RE: [PATCH 2/2] x86/MCE: Add command line option to extend MCE Records pool

From: Luck, Tony
Date: Mon Feb 12 2024 - 12:30:11 EST


> And here's the simplest scheme: you don't extend the buffer. On
> overflow, you say "Buffer full, here's the MCE" and you dump the error
> long into dmesg. Problem solved.
>
> A slicker deduplication scheme would be even better, tho. Maybe struct
> mce.count which gets incremented instead of adding the error record to
> the buffer again. And so on...

Walking the structures already allocated from the genpool in the #MC
handler may be possible, but what is the criteria for "duplicates"?
Do we avoid entering duplicates into the pool altogether? Or when the pool
is full overwrite a duplicate?

How about compile time allocation of extra space. Algorithm below for
illustrative purposes only. May need some more thought about how
to scale up.

-Tony

[Diff pasted into Outlook, chances that it will automatically apply = 0%]

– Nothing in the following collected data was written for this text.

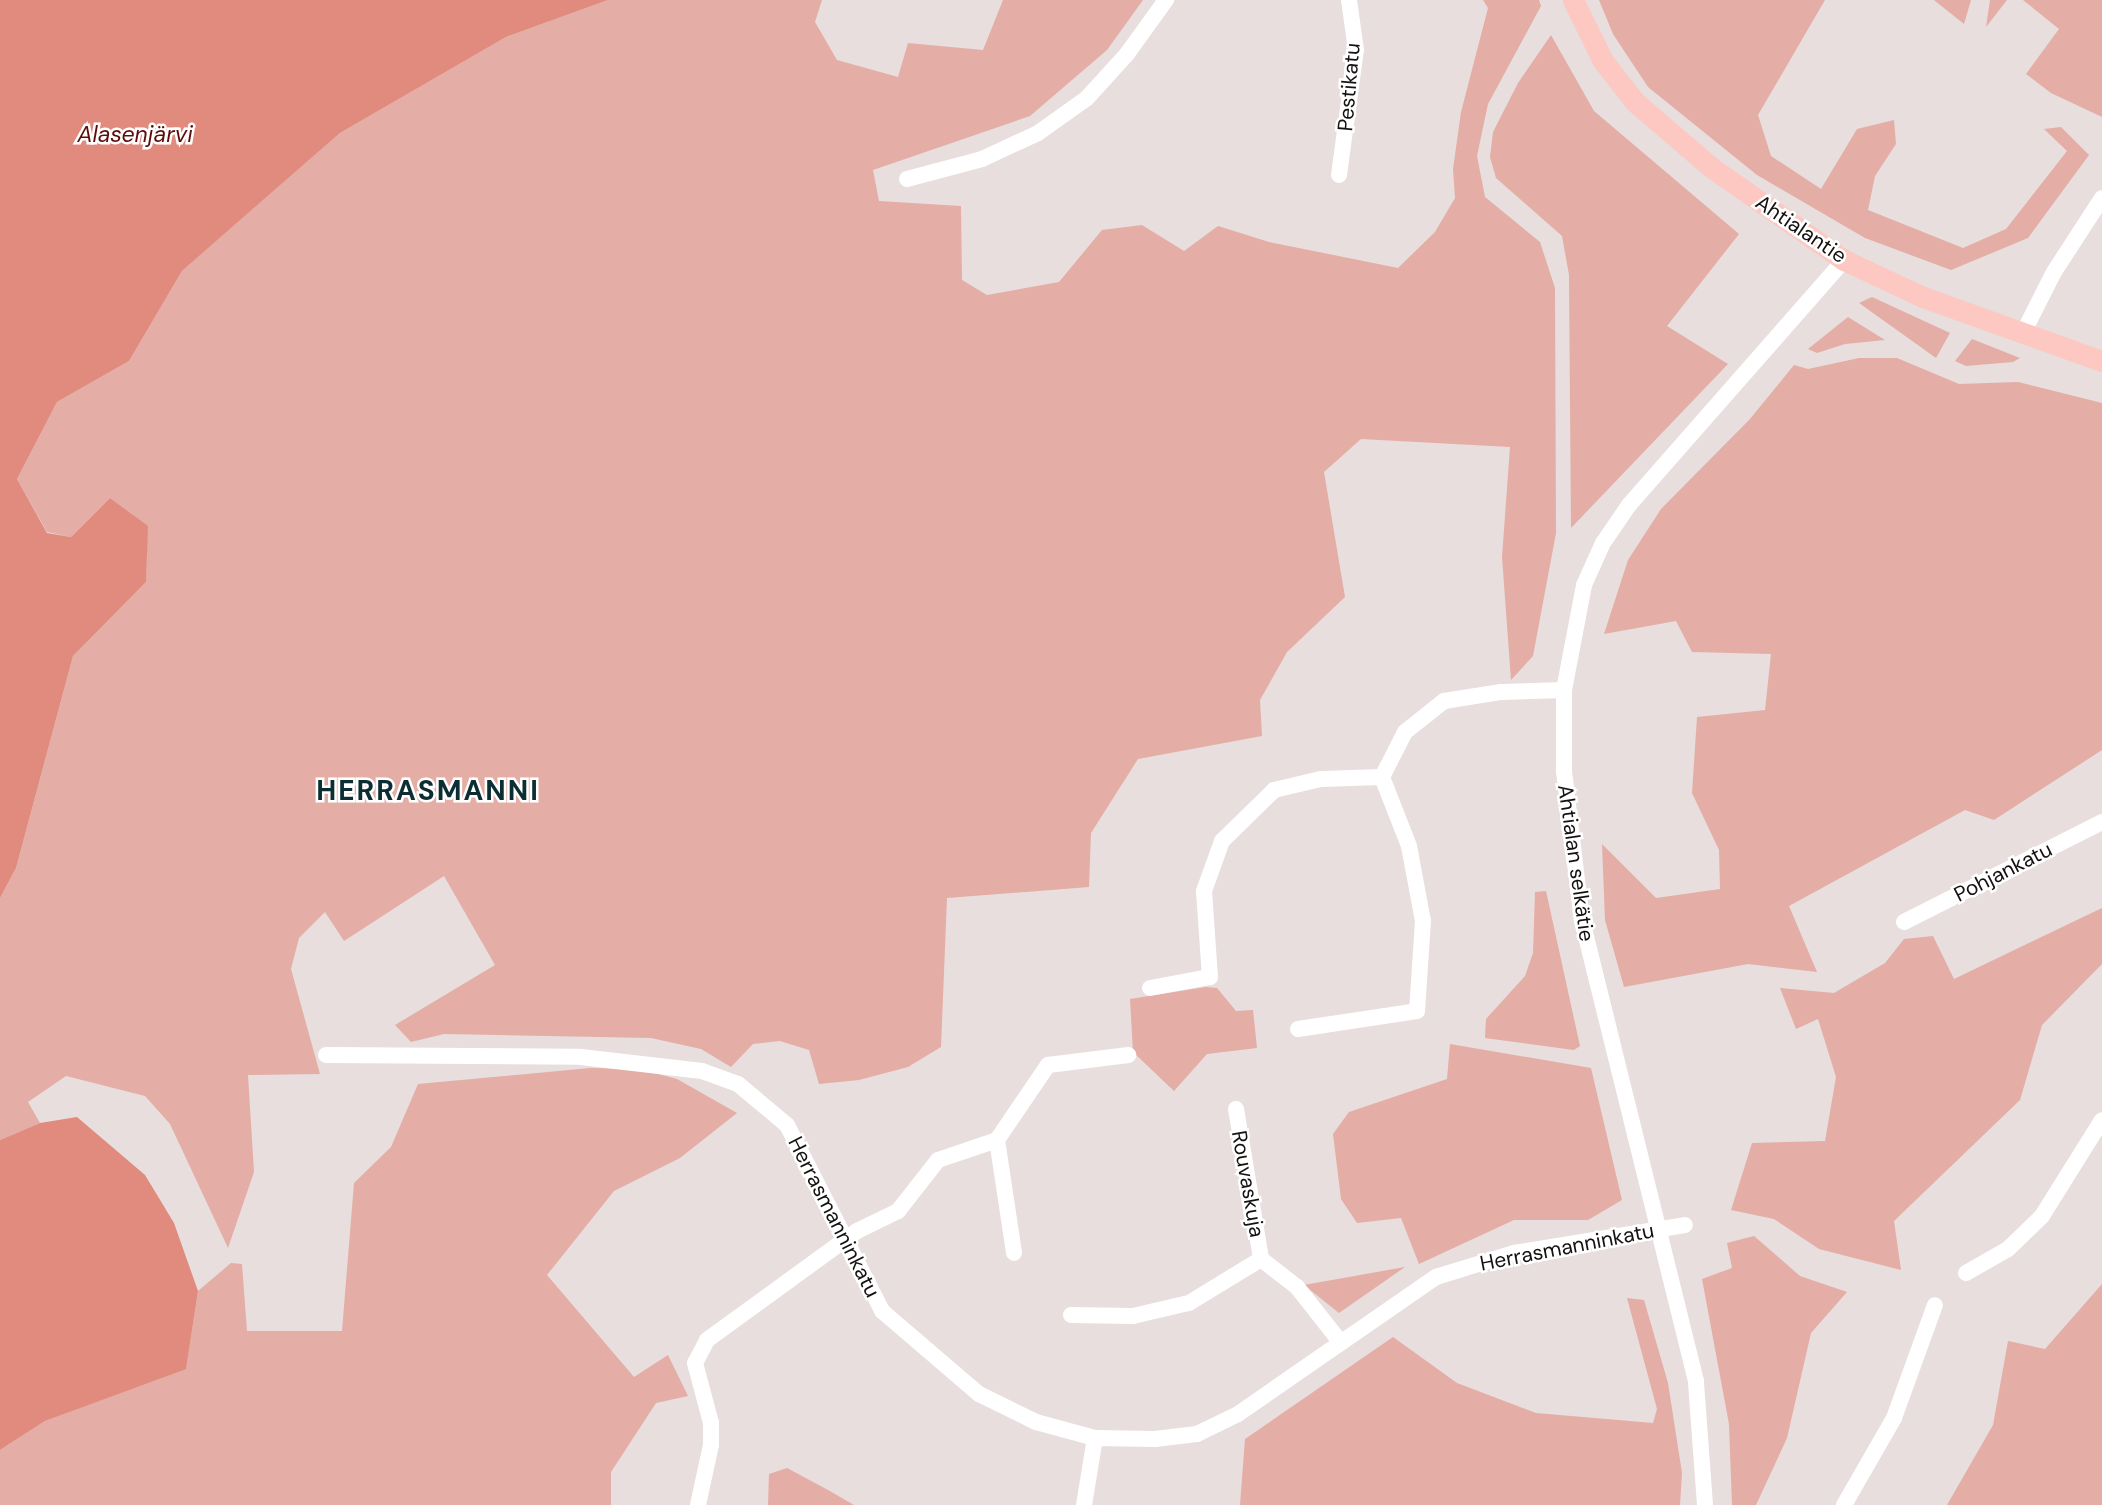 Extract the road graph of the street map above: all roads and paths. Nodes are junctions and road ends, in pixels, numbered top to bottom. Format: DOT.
graph roads {
  1 [pos="1166,0"];
  2 [pos="1349,0"];
  3 [pos="1573,0"];
  4 [pos="1339,175"];
  5 [pos="907,178"];
  6 [pos="2102,198"];
  7 [pos="1844,260"];
  8 [pos="2023,334"];
  9 [pos="2102,361"];
  10 [pos="1564,690"];
  11 [pos="1382,777"];
  12 [pos="2102,822"];
  13 [pos="1904,922"];
  14 [pos="1150,988"];
  15 [pos="1298,1029"];
  16 [pos="326,1055"];
  17 [pos="1128,1055"];
  18 [pos="1236,1109"];
  19 [pos="2102,1120"];
  20 [pos="997,1140"];
  21 [pos="1685,1225"];
  22 [pos="1657,1228"];
  23 [pos="844,1242"];
  24 [pos="1014,1254"];
  25 [pos="1261,1259"];
  26 [pos="1966,1273"];
  27 [pos="1935,1305"];
  28 [pos="1071,1315"];
  29 [pos="1341,1343"];
  30 [pos="1095,1438"];
  31 [pos="698,1505"];
  32 [pos="1084,1505"];
  33 [pos="1705,1505"];
  34 [pos="1844,1505"];
  1 -- 5 [label="street"];
  2 -- 4 [label="street, Pestikatu"];
  3 -- 7 [label="main road, Ahtialantie"];
  6 -- 8 [label="street"];
  7 -- 8 [label="main road, Ahtialantie"];
  7 -- 10 [label="street, Ahtialan selkätie"];
  8 -- 9 [label="main road, Ahtialantie"];
  10 -- 11 [label="street"];
  10 -- 22 [label="street, Ahtialan selkätie"];
  11 -- 14 [label="street"];
  11 -- 15 [label="street"];
  12 -- 13 [label="street, Pohjankatu"];
  16 -- 23 [label="street, Herrasmanninkatu"];
  17 -- 20 [label="street"];
  18 -- 25 [label="street, Rouvaskuja"];
  19 -- 26 [label="street"];
  20 -- 23 [label="street"];
  20 -- 24 [label="street"];
  21 -- 22 [label="street, Herrasmanninkatu"];
  22 -- 29 [label="street, Herrasmanninkatu"];
  22 -- 33 [label="street, Ahtialan selkätie"];
  23 -- 30 [label="street, Herrasmanninkatu"];
  23 -- 31 [label="street"];
  25 -- 28 [label="street"];
  25 -- 29 [label="street"];
  27 -- 34 [label="street"];
  29 -- 30 [label="street, Herrasmanninkatu"];
  30 -- 32 [label="street"];
}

diff --git a/arch/x86/kernel/cpu/mce/genpool.c b/arch/x86/kernel/cpu/mce/genpool.c
index fbe8b61c3413..0fc2925c0839 100644
--- a/arch/x86/kernel/cpu/mce/genpool.c
+++ b/arch/x86/kernel/cpu/mce/genpool.c
@@ -16,10 +16,15 @@
* used to save error information organized in a lock-less list.
*
* This memory pool is only to be used to save MCE records in MCE context.
- * MCE events are rare, so a fixed size memory pool should be enough. Use
- * 2 pages to save MCE events for now (~80 MCE records at most).
+ * MCE events are rare, so a fixed size memory pool should be enough.
+ * Low CPU count systems allocate 2 pages (enough for ~64 "struct mce"
+ * records). Large systems scale up the allocation based on CPU count.
*/
+#if CONFIG_NR_CPUS < 128
#define MCE_POOLSZ (2 * PAGE_SIZE)
+#else
+#define MCE_POOLSZ (CONFIG_NR_CPUS / 64 * PAGE_SIZE)
+#endif

static struct gen_pool *mce_evt_pool;
static LLIST_HEAD(mce_event_llist);
[agluck@agluck-desk3 mywork]$ vi arch/x86/kernel/cpu/mce/genpool.c
[agluck@agluck-desk3 mywork]$ git diff
diff --git a/arch/x86/kernel/cpu/mce/genpool.c b/arch/x86/kernel/cpu/mce/genpool.c
index fbe8b61c3413..47bf677578ca 100644
--- a/arch/x86/kernel/cpu/mce/genpool.c
+++ b/arch/x86/kernel/cpu/mce/genpool.c
@@ -16,10 +16,15 @@
* used to save error information organized in a lock-less list.
*
* This memory pool is only to be used to save MCE records in MCE context.
- * MCE events are rare, so a fixed size memory pool should be enough. Use
- * 2 pages to save MCE events for now (~80 MCE records at most).
+ * MCE events are rare, but scale up with CPU count. Low CPU count
+ * systems allocate 2 pages (enough for ~64 "struct mce" records). Large
+ * systems scale up the allocation based on CPU count.
*/
+#if CONFIG_NR_CPUS < 128
#define MCE_POOLSZ (2 * PAGE_SIZE)
+#else
+#define MCE_POOLSZ (CONFIG_NR_CPUS / 64 * PAGE_SIZE)
+#endif

static struct gen_pool *mce_evt_pool;
static LLIST_HEAD(mce_event_llist);